» What the task requires
When a line below holds the string "State", show that line.

» Data excerpts
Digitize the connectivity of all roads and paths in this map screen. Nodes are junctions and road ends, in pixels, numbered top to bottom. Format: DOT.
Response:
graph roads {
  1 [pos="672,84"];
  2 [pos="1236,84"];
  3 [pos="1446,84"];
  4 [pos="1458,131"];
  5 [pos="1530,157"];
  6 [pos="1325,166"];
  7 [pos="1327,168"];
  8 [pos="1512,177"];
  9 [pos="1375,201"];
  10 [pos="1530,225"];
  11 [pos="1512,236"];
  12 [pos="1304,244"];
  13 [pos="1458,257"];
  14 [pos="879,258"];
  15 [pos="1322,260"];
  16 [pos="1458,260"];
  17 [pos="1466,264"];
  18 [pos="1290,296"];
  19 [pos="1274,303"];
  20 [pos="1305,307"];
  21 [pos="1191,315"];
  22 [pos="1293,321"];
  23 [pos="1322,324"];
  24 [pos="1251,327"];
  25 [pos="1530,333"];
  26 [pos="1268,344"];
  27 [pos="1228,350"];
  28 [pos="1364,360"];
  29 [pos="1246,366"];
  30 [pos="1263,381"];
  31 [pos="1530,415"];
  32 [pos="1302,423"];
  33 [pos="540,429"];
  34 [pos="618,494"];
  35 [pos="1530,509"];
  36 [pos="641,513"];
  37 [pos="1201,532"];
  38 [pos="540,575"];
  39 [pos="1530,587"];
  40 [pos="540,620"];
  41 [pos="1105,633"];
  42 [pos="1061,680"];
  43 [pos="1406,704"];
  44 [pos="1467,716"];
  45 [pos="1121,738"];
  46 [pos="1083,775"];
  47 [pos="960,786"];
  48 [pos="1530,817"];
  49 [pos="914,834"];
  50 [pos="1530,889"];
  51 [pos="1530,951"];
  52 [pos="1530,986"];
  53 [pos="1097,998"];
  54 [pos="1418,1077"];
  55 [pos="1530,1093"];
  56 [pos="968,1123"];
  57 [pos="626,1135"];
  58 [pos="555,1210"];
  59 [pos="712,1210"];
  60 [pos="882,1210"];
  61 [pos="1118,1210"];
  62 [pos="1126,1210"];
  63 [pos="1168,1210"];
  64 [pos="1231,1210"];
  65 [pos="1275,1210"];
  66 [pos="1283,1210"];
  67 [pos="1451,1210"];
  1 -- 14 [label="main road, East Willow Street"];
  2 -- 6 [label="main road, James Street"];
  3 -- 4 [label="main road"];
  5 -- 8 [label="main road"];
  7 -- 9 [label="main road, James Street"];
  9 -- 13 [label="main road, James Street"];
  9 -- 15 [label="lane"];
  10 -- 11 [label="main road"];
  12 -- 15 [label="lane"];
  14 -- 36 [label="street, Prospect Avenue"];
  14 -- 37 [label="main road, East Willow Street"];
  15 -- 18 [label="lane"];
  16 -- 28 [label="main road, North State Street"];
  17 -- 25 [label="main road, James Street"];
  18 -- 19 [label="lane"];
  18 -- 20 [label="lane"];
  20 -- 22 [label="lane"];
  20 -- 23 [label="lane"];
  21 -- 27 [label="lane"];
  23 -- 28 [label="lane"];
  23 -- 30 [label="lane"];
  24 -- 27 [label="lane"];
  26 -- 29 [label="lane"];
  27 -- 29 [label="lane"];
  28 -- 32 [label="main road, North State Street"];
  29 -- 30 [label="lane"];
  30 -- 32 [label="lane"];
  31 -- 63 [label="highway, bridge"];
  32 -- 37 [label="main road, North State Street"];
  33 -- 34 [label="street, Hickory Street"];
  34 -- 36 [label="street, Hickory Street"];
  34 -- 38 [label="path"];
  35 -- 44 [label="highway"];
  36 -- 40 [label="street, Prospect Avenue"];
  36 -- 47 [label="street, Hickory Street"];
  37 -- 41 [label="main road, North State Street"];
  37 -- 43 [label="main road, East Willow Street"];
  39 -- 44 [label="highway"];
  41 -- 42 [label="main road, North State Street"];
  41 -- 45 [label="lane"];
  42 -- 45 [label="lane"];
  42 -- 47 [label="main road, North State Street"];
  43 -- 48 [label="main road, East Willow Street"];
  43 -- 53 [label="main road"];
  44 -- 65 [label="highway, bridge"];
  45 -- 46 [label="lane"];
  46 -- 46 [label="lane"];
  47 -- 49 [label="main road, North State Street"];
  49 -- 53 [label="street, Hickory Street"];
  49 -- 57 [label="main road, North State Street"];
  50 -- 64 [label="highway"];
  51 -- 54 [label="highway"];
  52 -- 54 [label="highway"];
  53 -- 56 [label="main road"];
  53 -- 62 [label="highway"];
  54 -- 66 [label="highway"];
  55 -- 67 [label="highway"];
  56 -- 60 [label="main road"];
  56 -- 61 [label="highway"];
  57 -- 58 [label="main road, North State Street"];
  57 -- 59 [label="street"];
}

» Result for this task
  16 -- 28 [label="main road, North State Street"];
  28 -- 32 [label="main road, North State Street"];
  32 -- 37 [label="main road, North State Street"];
  37 -- 41 [label="main road, North State Street"];
  41 -- 42 [label="main road, North State Street"];
  42 -- 47 [label="main road, North State Street"];
  47 -- 49 [label="main road, North State Street"];
  49 -- 57 [label="main road, North State Street"];
  57 -- 58 [label="main road, North State Street"];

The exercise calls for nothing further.